> _What to work on_: Every line in the records below with the string "Краснофлотская" needs to be copied out.

== Data

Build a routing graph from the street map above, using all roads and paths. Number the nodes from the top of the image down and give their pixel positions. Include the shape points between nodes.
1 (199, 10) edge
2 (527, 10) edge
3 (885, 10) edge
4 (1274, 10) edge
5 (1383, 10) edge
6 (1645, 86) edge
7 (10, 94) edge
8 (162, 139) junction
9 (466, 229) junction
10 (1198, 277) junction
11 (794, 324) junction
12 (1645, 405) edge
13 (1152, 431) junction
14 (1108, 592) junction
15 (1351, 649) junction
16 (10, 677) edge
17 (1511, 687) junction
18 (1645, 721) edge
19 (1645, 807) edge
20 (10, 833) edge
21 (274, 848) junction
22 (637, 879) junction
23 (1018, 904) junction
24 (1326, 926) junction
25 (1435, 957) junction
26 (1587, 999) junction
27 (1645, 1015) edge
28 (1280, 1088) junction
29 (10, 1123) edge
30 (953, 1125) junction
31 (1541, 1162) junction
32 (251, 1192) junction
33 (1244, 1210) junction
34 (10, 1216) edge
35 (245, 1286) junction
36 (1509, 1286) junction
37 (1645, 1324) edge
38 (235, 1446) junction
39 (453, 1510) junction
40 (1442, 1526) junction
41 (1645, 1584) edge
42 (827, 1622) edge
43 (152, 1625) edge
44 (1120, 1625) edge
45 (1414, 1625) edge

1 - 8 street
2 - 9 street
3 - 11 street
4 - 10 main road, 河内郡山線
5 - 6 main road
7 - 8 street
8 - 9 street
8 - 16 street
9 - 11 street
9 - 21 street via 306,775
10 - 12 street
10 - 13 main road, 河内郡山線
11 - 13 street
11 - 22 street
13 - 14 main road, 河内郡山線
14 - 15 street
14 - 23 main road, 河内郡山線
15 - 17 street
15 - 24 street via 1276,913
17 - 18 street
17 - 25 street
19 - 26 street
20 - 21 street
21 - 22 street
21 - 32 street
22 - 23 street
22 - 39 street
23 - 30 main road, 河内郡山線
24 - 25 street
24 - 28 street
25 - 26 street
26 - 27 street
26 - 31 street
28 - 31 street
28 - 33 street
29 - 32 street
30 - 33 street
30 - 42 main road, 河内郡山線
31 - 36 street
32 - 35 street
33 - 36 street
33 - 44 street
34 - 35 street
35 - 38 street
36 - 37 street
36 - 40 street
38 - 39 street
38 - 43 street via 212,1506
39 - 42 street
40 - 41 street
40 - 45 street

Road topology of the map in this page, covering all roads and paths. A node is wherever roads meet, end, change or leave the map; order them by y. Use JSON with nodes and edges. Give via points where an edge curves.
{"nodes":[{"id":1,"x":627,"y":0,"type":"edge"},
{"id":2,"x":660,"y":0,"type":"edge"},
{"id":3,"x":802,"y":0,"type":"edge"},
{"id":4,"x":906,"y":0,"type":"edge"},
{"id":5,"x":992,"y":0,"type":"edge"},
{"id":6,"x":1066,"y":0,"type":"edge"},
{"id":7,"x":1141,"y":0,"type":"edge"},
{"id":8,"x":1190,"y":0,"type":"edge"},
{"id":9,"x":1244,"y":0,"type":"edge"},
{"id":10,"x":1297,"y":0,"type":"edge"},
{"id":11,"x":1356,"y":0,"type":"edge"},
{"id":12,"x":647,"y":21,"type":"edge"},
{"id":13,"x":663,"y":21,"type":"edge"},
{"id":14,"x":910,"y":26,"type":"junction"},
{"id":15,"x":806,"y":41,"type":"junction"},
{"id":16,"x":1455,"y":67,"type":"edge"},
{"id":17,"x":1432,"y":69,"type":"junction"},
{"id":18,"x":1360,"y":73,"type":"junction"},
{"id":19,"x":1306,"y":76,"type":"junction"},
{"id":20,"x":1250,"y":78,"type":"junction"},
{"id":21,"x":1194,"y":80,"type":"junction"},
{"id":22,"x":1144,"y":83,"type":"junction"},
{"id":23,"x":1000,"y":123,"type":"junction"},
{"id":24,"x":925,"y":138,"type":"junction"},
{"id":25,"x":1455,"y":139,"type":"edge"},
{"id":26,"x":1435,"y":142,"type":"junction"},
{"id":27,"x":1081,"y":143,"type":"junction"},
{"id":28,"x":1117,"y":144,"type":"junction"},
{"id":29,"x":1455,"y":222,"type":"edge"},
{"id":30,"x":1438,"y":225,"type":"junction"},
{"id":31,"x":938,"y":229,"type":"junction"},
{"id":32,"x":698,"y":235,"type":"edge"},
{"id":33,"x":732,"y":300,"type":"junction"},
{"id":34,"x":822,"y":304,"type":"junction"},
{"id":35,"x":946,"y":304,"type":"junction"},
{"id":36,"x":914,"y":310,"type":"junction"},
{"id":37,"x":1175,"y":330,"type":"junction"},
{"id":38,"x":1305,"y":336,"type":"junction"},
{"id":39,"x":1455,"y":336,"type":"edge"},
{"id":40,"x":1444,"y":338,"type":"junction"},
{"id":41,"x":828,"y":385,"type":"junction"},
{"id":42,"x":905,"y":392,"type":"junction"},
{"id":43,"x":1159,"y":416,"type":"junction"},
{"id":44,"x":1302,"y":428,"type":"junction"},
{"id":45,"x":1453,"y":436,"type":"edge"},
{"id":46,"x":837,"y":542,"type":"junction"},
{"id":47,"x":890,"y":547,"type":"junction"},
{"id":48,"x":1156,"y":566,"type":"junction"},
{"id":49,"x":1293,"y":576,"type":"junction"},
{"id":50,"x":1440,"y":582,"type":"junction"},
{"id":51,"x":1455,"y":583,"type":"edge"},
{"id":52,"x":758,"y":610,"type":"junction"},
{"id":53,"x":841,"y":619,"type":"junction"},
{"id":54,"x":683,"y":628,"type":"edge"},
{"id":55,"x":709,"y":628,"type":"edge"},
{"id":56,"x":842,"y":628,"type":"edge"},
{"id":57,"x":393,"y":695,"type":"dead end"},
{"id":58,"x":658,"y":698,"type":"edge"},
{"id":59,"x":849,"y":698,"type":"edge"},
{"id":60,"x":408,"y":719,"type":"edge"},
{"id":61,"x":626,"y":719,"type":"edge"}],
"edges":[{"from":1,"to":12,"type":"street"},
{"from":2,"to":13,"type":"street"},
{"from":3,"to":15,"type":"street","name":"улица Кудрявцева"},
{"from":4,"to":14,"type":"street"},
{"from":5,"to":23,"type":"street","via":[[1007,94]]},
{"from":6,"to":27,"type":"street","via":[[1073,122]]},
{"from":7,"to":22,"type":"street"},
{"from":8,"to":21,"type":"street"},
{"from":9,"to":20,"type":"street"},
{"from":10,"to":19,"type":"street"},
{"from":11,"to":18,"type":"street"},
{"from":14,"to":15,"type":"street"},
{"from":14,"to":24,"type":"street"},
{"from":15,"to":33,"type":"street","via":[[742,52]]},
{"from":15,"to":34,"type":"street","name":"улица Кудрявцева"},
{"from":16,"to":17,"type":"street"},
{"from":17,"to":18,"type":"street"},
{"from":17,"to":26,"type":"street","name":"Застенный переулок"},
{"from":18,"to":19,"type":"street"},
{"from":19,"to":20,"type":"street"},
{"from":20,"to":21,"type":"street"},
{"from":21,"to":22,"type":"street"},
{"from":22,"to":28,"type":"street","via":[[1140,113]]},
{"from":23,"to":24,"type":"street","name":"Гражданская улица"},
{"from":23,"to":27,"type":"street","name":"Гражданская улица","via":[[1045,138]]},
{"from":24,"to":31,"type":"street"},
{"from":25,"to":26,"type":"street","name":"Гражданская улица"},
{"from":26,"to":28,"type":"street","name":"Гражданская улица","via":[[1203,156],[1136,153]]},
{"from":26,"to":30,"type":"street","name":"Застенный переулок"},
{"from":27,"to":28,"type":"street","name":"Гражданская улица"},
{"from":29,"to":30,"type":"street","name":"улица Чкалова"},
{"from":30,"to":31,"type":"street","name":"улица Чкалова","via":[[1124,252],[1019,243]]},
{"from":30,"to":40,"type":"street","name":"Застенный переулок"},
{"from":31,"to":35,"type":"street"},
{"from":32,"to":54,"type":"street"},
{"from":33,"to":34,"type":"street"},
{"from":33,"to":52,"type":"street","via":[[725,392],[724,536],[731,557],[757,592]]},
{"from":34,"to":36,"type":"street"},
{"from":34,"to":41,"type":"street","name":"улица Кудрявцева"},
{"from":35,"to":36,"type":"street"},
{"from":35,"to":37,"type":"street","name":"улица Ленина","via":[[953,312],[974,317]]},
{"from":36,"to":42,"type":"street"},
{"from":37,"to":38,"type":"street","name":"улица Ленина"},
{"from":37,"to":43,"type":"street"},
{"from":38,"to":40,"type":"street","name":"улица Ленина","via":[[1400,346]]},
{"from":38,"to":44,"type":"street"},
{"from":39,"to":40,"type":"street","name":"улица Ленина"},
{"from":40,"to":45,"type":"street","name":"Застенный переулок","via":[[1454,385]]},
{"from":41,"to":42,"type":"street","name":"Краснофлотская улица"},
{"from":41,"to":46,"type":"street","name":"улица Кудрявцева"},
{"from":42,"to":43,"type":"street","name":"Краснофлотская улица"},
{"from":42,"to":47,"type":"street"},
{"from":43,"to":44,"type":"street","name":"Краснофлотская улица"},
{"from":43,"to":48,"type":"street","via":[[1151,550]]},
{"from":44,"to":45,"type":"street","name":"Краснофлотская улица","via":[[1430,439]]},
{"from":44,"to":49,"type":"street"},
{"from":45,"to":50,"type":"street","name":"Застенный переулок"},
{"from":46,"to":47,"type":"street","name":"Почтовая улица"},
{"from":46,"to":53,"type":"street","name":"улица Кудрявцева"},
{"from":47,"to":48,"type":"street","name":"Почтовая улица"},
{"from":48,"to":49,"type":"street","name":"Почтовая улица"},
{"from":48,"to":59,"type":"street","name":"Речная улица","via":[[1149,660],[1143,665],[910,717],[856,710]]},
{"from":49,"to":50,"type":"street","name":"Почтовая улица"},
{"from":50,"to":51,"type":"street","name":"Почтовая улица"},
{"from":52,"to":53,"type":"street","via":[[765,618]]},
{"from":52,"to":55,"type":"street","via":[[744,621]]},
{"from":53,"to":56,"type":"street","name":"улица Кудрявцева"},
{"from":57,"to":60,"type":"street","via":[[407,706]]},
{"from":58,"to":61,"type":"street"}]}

====

> _Answer to the problem_:
{"from":41,"to":42,"type":"street","name":"Краснофлотская улица"},
{"from":42,"to":43,"type":"street","name":"Краснофлотская улица"},
{"from":43,"to":44,"type":"street","name":"Краснофлотская улица"},
{"from":44,"to":45,"type":"street","name":"Краснофлотская улица","via":[[1430,439]]},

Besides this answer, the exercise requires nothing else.